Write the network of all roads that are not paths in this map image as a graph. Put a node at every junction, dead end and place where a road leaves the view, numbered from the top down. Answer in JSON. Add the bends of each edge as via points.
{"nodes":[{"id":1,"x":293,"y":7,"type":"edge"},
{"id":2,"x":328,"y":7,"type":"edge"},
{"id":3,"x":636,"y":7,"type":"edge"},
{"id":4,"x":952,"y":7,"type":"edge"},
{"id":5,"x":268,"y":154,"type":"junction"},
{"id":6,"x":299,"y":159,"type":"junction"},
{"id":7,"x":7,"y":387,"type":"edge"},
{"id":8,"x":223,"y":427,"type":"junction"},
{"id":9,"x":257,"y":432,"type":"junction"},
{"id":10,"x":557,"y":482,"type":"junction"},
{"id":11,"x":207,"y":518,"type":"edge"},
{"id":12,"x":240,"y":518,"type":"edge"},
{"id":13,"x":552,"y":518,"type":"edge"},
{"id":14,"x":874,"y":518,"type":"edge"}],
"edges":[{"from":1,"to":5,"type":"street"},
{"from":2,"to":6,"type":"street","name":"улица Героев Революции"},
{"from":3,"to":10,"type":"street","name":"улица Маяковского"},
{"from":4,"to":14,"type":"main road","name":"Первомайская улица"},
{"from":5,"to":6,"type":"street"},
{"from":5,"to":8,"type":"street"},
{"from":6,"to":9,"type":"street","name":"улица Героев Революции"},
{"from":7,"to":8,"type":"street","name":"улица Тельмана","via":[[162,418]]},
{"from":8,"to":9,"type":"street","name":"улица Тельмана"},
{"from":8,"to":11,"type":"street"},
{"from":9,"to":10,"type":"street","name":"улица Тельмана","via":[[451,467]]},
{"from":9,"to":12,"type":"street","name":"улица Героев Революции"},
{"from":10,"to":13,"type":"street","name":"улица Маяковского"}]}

## WORK INSTRUCTIONS
Print the records above exactly as written.

## WRITTEN REPLY
Write the network of all roads that are not paths in this map image as a graph. Put a node at every junction, dead end and place where a road leaves the view, numbered from the top down. Answer in JSON. Add the bends of each edge as via points.
{"nodes":[{"id":1,"x":293,"y":7,"type":"edge"},
{"id":2,"x":328,"y":7,"type":"edge"},
{"id":3,"x":636,"y":7,"type":"edge"},
{"id":4,"x":952,"y":7,"type":"edge"},
{"id":5,"x":268,"y":154,"type":"junction"},
{"id":6,"x":299,"y":159,"type":"junction"},
{"id":7,"x":7,"y":387,"type":"edge"},
{"id":8,"x":223,"y":427,"type":"junction"},
{"id":9,"x":257,"y":432,"type":"junction"},
{"id":10,"x":557,"y":482,"type":"junction"},
{"id":11,"x":207,"y":518,"type":"edge"},
{"id":12,"x":240,"y":518,"type":"edge"},
{"id":13,"x":552,"y":518,"type":"edge"},
{"id":14,"x":874,"y":518,"type":"edge"}],
"edges":[{"from":1,"to":5,"type":"street"},
{"from":2,"to":6,"type":"street","name":"улица Героев Революции"},
{"from":3,"to":10,"type":"street","name":"улица Маяковского"},
{"from":4,"to":14,"type":"main road","name":"Первомайская улица"},
{"from":5,"to":6,"type":"street"},
{"from":5,"to":8,"type":"street"},
{"from":6,"to":9,"type":"street","name":"улица Героев Революции"},
{"from":7,"to":8,"type":"street","name":"улица Тельмана","via":[[162,418]]},
{"from":8,"to":9,"type":"street","name":"улица Тельмана"},
{"from":8,"to":11,"type":"street"},
{"from":9,"to":10,"type":"street","name":"улица Тельмана","via":[[451,467]]},
{"from":9,"to":12,"type":"street","name":"улица Героев Революции"},
{"from":10,"to":13,"type":"street","name":"улица Маяковского"}]}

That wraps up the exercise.